The task. Find the word "above" in the records below. List each line containing it.
──────── Entries provided ────────
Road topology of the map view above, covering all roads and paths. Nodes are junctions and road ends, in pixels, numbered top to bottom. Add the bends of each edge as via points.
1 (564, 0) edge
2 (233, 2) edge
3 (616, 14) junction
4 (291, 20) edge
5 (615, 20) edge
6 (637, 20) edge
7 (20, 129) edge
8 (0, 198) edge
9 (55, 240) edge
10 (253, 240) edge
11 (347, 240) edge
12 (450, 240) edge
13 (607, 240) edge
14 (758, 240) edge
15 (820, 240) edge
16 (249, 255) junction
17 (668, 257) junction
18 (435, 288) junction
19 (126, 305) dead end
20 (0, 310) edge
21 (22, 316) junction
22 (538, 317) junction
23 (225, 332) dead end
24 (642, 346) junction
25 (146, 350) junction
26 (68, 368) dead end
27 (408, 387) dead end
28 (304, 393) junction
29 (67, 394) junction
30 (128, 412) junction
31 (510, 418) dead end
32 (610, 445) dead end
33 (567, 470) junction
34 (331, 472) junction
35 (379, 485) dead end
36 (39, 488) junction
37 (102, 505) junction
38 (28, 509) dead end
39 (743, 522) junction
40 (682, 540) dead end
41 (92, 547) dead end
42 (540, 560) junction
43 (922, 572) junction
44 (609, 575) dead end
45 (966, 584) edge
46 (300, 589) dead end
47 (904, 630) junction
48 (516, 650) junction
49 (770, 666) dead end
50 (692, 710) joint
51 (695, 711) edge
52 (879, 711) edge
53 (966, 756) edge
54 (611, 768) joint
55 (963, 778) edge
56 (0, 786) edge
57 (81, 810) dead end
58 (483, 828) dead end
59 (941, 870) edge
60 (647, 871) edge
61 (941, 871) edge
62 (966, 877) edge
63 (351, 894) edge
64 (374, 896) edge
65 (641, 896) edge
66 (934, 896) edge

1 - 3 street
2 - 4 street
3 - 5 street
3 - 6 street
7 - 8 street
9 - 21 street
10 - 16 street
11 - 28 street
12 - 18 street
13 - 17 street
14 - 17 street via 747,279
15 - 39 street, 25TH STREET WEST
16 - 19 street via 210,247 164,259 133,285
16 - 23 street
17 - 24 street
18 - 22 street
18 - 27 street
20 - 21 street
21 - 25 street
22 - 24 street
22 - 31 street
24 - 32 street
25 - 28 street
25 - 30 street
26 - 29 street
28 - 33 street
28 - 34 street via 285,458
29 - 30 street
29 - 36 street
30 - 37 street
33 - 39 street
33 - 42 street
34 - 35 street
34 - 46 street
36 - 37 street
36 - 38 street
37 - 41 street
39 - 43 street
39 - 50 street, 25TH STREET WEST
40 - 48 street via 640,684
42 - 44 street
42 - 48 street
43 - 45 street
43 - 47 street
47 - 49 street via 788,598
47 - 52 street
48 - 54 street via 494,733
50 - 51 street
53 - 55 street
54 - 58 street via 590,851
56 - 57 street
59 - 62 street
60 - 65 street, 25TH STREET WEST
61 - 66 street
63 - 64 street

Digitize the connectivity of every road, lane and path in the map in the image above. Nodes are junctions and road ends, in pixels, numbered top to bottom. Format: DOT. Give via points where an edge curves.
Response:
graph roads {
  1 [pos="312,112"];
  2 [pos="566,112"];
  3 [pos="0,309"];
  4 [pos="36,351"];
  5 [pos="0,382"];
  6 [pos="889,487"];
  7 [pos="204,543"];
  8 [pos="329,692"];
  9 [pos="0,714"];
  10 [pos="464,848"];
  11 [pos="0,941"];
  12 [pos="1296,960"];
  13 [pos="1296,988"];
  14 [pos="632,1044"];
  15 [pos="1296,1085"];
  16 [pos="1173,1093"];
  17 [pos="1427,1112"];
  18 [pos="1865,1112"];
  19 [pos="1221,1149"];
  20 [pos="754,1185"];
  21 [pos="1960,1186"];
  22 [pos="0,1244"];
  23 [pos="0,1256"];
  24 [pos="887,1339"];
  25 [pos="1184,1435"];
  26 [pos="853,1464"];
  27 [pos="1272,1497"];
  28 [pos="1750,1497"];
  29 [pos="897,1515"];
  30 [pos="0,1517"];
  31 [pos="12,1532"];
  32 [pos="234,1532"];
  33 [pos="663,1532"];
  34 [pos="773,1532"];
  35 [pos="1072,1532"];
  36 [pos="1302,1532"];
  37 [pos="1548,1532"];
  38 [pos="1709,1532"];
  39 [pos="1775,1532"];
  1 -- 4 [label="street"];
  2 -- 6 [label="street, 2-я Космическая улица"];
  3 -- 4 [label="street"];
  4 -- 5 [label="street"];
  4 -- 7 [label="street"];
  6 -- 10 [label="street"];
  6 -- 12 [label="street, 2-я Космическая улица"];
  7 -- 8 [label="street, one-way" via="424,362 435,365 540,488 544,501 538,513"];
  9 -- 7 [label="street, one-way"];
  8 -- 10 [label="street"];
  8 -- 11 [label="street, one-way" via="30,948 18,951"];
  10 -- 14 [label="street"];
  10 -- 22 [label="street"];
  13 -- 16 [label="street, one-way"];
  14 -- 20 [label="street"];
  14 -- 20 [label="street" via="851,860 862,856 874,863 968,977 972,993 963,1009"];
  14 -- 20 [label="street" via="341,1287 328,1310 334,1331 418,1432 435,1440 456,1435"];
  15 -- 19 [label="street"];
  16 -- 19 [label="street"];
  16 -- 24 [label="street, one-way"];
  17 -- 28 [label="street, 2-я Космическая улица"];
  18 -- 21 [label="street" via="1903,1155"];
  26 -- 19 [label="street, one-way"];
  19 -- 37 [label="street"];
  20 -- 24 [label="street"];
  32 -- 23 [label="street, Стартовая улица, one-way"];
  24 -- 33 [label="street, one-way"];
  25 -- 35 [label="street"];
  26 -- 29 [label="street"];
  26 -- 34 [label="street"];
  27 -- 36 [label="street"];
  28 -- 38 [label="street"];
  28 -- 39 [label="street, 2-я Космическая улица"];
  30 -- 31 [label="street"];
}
────────
Response to this exercise.
Road topology of the map view above, covering all roads and paths. Nodes are junctions and road ends, in pixels, numbered top to bottom. Add the bends of each edge as via points.
Digitize the connectivity of every road, lane and path in the map in the image above. Nodes are junctions and road ends, in pixels, numbered top to bottom. Format: DOT. Give via points where an edge curves.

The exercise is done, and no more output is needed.